Strengths of the study
The cross-cultural adaptation and validation were conducted based on well-known EORTC recommendations
Factorial consistency has been evaluated alongside standard psychometric validity and reliability assessments
The apparent clinical validity and the good feedback from the patient.
CONCLUSION
The Hindi version of the QLQ-OH15 questionnaire, adapted for use in Indian cancer patients, proves to be a valid and reliable tool for evaluating OHRQoL. It effectively captures differences in QoL among various demographic and clinical groups, highlighting its utility in clinical practice and research. The study underscores the importance of integrating QoL assessments into multidisciplinary patient care to improve therapeutic outcomes and mitigate oral side effects associated with cancer treatments. This validated tool now supports future clinical investigations and multicentric research endeavours aimed at enhancing cancer patient care in India.
Acknowledgments
We would like to express our deep gratitude to the EORTC group for their invaluable assistance and unwavering support throughout the translation and cross-cultural adaptation of the EORTC OH 15 questionnaire.
Ethical approval
The research/study was approved by the Institutional Ethics Committee at the Faculty of Medicine, Aligarh Muslim University, Aligarh, number D. no 360/FM, dated 27th May 2017.

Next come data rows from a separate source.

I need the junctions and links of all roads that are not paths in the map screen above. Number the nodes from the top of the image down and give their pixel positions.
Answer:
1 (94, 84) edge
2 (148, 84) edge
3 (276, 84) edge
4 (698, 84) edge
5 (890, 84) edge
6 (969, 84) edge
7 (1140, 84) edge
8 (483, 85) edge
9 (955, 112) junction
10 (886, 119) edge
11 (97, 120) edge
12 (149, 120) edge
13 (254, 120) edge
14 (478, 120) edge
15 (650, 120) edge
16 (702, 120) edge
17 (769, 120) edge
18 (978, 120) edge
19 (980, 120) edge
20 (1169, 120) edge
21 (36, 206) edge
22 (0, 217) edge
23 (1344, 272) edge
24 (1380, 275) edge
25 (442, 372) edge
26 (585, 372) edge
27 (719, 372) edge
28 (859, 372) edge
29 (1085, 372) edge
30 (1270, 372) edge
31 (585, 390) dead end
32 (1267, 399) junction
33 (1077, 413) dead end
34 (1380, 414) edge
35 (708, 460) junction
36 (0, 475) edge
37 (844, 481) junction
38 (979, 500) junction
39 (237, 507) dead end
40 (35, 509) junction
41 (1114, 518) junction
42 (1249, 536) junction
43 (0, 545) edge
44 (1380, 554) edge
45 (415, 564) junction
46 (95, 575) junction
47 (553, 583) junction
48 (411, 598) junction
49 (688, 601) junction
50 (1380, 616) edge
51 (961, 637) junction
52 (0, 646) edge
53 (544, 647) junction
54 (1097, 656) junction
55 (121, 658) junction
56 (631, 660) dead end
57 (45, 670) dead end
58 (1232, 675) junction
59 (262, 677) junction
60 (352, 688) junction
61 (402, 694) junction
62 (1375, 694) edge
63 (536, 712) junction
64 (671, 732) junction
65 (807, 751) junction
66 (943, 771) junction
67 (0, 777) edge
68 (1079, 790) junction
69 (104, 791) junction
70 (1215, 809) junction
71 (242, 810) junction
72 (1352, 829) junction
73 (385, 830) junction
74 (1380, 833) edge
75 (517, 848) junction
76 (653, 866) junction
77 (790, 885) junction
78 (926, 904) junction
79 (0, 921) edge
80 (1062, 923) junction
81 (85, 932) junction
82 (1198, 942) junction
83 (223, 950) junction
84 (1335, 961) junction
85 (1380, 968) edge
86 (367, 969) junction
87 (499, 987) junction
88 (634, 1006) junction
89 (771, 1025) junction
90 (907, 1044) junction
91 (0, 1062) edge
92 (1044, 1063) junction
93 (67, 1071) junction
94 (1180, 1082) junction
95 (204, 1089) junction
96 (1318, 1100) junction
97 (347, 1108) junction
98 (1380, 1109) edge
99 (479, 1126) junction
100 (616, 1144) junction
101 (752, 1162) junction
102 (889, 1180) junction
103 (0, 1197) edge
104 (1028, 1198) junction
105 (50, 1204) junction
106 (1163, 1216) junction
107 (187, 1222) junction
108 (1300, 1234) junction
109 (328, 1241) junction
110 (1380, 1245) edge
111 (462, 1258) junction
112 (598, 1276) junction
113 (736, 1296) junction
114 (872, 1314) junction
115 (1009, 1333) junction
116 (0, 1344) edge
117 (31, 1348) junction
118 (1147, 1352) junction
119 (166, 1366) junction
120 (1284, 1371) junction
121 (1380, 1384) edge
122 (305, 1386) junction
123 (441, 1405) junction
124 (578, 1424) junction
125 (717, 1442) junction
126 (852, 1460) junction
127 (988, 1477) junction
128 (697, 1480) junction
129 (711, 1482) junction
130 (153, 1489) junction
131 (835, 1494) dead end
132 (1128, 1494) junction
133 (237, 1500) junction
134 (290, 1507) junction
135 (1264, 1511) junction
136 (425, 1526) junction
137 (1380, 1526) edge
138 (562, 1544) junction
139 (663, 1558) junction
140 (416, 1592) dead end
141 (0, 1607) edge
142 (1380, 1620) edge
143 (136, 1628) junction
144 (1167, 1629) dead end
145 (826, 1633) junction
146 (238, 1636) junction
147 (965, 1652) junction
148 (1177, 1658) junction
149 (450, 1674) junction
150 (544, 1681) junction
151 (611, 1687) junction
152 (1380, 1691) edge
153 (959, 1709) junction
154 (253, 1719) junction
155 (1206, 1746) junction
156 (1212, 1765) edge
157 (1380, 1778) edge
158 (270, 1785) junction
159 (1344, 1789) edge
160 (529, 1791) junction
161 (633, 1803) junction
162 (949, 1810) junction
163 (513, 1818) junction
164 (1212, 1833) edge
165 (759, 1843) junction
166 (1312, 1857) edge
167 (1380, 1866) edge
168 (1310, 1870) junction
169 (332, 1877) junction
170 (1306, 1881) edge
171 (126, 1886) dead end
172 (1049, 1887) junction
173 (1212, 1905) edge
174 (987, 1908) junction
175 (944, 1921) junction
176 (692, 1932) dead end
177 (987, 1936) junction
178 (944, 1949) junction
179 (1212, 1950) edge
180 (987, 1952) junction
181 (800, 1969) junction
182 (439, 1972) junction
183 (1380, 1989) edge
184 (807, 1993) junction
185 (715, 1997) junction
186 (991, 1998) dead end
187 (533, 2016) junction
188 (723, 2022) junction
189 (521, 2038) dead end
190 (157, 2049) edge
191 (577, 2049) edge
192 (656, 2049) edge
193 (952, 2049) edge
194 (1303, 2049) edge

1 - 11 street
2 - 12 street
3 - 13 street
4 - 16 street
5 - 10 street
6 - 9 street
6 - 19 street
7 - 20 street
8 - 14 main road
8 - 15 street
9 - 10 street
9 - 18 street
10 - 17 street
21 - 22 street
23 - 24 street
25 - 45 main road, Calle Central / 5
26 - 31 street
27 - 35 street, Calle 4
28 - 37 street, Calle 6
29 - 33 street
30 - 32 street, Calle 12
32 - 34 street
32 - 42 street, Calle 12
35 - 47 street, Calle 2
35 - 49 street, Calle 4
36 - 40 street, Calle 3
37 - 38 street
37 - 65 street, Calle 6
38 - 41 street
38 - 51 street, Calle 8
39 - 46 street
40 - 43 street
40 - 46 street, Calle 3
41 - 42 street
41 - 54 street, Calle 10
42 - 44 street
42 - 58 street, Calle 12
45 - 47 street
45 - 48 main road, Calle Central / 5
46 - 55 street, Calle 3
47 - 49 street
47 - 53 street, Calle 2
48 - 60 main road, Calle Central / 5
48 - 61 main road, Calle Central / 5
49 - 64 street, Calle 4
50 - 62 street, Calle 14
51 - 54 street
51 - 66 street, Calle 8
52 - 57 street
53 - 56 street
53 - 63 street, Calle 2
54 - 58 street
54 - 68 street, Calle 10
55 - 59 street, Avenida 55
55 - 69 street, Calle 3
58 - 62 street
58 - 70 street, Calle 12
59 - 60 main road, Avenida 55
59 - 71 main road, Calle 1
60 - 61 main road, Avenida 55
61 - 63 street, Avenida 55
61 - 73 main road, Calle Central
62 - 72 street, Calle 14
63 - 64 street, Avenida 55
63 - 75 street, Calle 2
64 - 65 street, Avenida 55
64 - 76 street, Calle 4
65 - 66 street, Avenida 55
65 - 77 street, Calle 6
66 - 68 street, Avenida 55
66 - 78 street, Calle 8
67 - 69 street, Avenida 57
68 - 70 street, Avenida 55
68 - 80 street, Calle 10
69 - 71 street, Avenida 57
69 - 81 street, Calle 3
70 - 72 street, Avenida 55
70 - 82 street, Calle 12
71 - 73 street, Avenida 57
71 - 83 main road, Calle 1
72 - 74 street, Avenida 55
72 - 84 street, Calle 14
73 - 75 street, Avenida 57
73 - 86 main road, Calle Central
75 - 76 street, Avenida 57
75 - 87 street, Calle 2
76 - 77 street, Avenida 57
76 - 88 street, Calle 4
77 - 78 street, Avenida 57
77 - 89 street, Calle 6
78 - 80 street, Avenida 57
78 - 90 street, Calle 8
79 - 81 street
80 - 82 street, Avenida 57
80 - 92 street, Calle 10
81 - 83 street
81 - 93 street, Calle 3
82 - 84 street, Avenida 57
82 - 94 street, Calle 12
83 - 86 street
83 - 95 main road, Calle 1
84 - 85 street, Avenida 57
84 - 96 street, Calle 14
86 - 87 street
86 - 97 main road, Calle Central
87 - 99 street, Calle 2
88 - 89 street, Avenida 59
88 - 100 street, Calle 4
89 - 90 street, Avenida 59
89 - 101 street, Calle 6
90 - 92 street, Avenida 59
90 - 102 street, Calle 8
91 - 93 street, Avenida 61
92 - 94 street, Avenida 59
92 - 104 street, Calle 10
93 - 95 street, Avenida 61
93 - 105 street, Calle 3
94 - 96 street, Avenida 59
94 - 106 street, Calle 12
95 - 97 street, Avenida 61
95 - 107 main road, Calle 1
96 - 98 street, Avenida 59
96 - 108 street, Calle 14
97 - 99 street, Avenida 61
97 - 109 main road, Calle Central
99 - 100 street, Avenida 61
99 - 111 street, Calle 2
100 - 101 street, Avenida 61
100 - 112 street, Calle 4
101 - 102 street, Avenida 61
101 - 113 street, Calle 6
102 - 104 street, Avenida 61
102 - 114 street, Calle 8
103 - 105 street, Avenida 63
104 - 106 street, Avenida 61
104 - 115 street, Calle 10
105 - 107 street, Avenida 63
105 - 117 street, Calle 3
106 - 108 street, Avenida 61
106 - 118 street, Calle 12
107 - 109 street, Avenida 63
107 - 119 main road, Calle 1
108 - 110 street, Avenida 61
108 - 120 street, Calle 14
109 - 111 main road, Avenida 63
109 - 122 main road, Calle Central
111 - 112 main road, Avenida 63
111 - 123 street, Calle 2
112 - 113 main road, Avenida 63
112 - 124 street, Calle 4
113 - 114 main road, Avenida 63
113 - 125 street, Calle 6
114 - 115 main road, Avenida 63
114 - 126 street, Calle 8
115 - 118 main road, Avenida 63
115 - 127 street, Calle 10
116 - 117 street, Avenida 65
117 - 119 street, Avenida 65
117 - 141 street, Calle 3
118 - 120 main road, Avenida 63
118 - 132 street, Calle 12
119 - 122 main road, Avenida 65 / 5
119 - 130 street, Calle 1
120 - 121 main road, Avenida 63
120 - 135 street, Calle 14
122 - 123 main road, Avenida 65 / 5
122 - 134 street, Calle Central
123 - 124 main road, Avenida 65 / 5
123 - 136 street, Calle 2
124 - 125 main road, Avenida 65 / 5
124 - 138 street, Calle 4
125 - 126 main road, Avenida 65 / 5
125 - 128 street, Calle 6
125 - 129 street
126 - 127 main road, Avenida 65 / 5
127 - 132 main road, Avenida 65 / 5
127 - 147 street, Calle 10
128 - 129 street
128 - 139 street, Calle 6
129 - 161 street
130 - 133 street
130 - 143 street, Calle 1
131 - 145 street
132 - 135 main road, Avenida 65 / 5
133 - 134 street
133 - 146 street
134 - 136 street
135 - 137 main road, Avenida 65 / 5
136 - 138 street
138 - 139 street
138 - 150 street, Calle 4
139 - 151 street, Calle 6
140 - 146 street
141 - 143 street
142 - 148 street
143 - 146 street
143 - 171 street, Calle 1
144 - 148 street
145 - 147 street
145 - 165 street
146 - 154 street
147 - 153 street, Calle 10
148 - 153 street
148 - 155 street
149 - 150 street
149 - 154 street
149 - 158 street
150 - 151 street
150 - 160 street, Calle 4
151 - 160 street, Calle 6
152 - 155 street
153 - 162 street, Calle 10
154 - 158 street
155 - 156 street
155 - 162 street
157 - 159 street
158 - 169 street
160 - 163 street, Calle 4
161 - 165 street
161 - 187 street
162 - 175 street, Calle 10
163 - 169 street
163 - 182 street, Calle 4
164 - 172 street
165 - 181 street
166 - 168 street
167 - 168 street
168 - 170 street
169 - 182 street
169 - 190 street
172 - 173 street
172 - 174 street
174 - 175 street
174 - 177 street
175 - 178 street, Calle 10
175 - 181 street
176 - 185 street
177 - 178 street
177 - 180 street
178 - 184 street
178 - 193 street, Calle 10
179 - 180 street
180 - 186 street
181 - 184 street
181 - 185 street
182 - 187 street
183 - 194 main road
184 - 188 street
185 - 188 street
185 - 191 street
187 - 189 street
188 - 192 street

Declaration of patient consent
The authors certify that they have obtained all appropriate patient consent.
Conflicts of interest
There are no conflicts of interest.
Use of artificial intelligence (AI)-assisted technology for manuscript preparation
The authors confirm that there was no use of artificial intelligence (AI)-assisted technology for assisting in the writing or editing of the manuscript.
Financial support and sponsorship: Nil.